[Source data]
━━━━━━━━━━
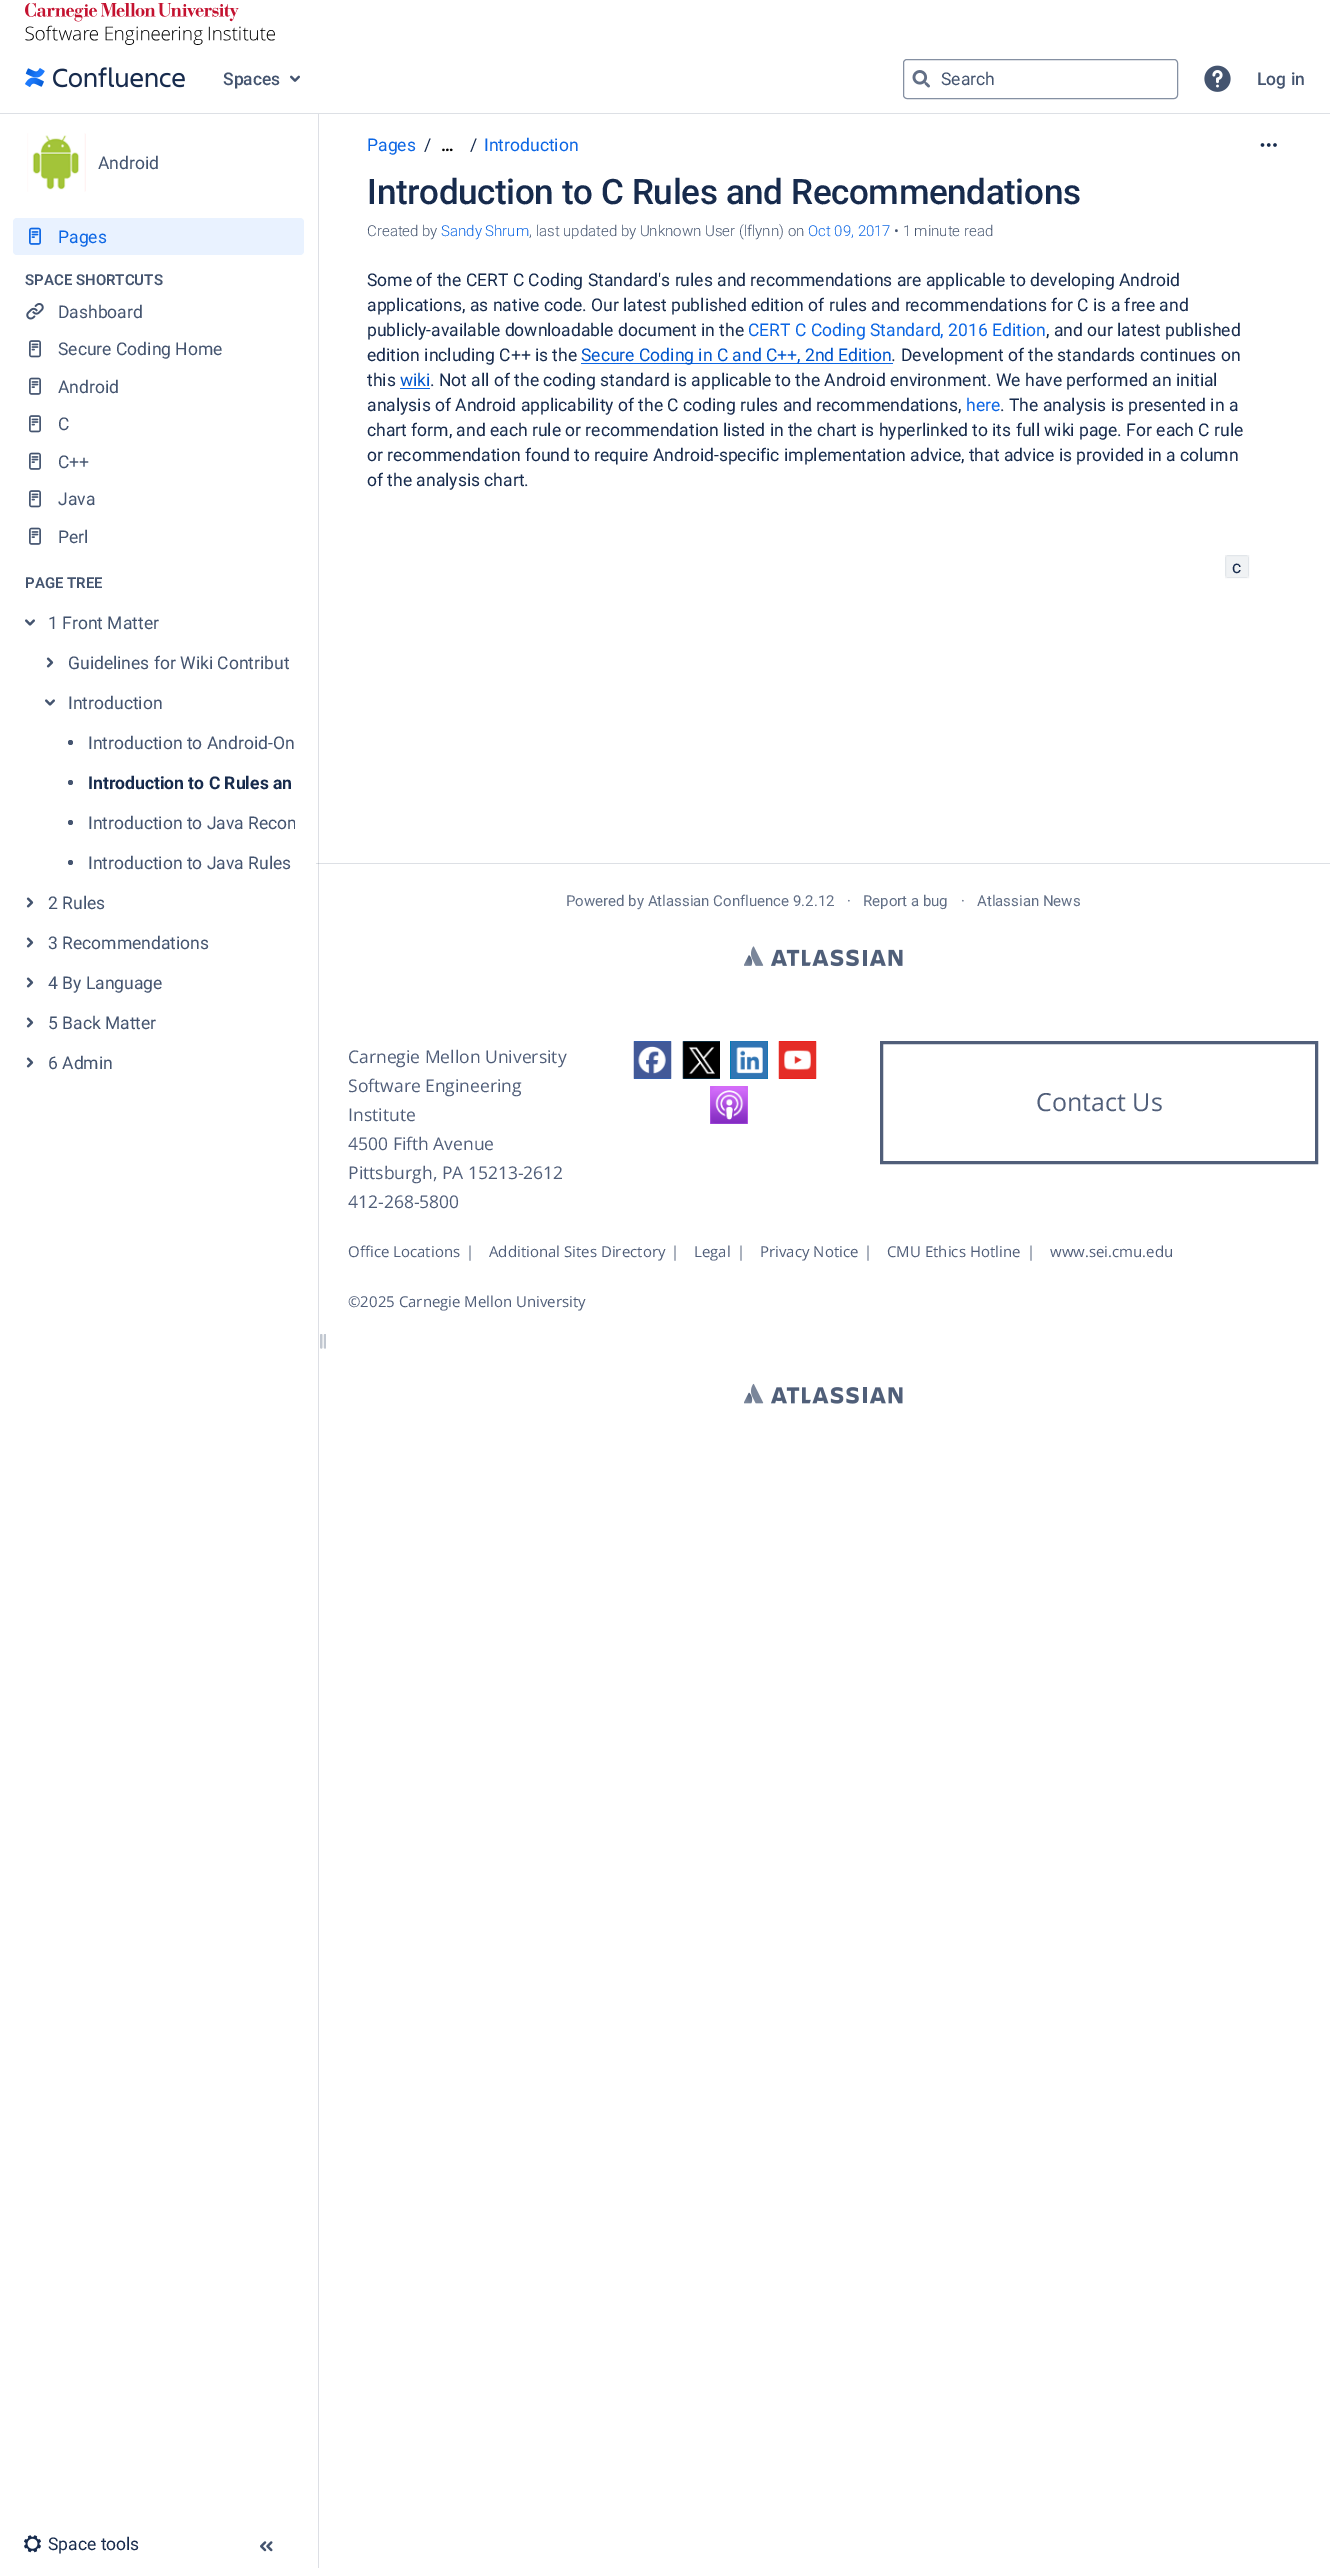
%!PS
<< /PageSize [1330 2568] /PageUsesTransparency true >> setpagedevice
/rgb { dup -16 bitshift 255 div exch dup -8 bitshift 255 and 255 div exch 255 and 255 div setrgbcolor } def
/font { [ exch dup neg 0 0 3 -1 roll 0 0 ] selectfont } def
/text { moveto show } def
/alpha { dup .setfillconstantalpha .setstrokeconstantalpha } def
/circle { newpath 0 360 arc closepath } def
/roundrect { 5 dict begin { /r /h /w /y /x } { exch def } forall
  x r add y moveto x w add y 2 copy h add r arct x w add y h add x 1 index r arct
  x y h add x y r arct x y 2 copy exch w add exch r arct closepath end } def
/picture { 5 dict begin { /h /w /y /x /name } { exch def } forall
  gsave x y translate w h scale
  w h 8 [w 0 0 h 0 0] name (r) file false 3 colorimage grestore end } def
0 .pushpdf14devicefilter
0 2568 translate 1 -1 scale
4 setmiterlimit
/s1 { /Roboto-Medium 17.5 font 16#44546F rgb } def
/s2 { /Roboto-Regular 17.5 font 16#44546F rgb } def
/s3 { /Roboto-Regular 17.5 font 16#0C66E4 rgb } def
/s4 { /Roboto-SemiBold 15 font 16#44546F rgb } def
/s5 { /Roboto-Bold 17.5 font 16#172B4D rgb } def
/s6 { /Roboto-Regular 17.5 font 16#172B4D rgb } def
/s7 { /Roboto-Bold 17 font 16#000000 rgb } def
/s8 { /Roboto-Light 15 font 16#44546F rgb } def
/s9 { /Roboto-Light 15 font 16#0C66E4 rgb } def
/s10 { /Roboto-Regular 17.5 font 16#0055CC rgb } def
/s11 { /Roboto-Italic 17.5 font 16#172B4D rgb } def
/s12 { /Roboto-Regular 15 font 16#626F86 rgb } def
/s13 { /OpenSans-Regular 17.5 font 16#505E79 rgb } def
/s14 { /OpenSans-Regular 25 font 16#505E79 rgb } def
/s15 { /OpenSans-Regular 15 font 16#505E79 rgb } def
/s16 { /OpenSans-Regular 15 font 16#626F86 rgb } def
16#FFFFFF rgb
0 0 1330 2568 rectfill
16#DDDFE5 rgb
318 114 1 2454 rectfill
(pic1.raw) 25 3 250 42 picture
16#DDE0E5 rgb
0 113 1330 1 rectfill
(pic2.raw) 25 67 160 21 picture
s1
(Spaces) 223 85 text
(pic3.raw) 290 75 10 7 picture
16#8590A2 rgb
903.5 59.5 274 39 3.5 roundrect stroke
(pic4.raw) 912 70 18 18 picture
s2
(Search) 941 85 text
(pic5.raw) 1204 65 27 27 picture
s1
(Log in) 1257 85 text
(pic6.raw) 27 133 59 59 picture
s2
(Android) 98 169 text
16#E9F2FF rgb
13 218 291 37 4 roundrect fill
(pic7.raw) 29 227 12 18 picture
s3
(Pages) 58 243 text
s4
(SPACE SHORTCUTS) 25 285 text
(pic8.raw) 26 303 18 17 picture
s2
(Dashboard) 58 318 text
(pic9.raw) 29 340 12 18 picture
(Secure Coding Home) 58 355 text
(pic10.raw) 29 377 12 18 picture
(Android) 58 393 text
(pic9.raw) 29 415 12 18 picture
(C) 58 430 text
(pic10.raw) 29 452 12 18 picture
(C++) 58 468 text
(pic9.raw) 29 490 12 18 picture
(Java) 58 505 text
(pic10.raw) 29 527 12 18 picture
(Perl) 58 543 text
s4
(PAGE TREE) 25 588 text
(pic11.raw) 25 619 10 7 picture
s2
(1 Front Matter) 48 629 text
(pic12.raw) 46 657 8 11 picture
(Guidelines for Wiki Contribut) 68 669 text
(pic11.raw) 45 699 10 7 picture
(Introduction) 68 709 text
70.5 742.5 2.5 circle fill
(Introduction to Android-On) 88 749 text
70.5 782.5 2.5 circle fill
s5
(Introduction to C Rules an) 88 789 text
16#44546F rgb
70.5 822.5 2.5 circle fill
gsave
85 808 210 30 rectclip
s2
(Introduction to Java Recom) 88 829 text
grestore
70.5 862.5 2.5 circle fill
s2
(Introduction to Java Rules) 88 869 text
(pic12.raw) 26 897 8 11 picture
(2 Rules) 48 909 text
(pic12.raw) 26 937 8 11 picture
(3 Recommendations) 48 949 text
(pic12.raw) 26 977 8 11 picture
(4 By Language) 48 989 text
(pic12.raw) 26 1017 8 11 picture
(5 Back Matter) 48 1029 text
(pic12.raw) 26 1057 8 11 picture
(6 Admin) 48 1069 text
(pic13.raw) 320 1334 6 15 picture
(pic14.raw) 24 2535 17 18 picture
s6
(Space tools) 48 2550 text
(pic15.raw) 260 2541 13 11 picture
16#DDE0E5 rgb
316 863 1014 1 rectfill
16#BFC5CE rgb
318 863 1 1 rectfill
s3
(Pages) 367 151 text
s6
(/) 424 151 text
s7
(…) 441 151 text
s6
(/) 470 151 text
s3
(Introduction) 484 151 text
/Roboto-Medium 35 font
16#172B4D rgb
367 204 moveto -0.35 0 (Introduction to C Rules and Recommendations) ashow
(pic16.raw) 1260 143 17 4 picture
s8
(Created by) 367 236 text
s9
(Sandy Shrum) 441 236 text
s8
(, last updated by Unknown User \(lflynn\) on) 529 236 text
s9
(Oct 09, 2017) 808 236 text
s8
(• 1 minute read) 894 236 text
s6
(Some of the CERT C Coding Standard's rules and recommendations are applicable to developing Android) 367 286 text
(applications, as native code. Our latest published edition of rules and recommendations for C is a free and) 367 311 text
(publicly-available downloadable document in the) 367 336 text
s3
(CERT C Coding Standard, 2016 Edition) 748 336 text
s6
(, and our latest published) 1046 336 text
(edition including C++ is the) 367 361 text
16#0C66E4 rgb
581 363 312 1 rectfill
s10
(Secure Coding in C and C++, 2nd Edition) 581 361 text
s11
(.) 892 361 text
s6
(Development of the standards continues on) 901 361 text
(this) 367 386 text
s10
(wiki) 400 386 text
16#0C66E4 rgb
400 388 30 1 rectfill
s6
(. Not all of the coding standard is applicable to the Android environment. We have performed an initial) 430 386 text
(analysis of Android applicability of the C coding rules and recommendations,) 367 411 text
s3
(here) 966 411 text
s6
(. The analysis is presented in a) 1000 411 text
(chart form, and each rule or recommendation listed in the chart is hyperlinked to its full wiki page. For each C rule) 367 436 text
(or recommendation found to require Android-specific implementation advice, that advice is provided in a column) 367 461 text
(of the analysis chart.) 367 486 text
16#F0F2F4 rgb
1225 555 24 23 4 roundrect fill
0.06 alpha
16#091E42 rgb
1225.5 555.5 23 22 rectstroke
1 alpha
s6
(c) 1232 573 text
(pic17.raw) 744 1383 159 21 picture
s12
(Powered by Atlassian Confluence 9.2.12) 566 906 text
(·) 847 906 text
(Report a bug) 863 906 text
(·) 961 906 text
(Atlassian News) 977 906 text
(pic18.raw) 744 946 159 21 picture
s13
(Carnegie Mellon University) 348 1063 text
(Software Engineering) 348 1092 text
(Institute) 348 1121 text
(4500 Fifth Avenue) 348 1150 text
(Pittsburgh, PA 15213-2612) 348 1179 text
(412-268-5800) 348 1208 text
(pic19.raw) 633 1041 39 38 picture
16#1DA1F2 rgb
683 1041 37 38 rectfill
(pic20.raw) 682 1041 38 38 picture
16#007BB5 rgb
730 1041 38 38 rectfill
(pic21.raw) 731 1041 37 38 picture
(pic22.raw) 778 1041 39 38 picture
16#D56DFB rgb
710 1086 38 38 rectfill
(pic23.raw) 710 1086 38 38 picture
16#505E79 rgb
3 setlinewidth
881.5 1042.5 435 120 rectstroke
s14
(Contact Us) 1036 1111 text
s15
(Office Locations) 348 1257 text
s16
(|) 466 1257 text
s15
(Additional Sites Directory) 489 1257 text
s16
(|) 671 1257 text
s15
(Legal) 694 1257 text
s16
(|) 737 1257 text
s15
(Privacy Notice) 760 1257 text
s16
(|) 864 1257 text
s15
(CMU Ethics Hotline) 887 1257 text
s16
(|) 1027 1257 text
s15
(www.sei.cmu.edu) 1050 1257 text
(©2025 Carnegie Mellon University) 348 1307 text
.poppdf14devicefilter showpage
━━━━━━━━━━
§ Directions: Look above for the line holding "gsave x y translate w h scale". Print it and every line after it, exactly, through the line holding "4 setmiterlimit".

§ Solution:
  gsave x y translate w h scale
  w h 8 [w 0 0 h 0 0] name (r) file false 3 colorimage grestore end } def
0 .pushpdf14devicefilter
0 2568 translate 1 -1 scale
4 setmiterlimit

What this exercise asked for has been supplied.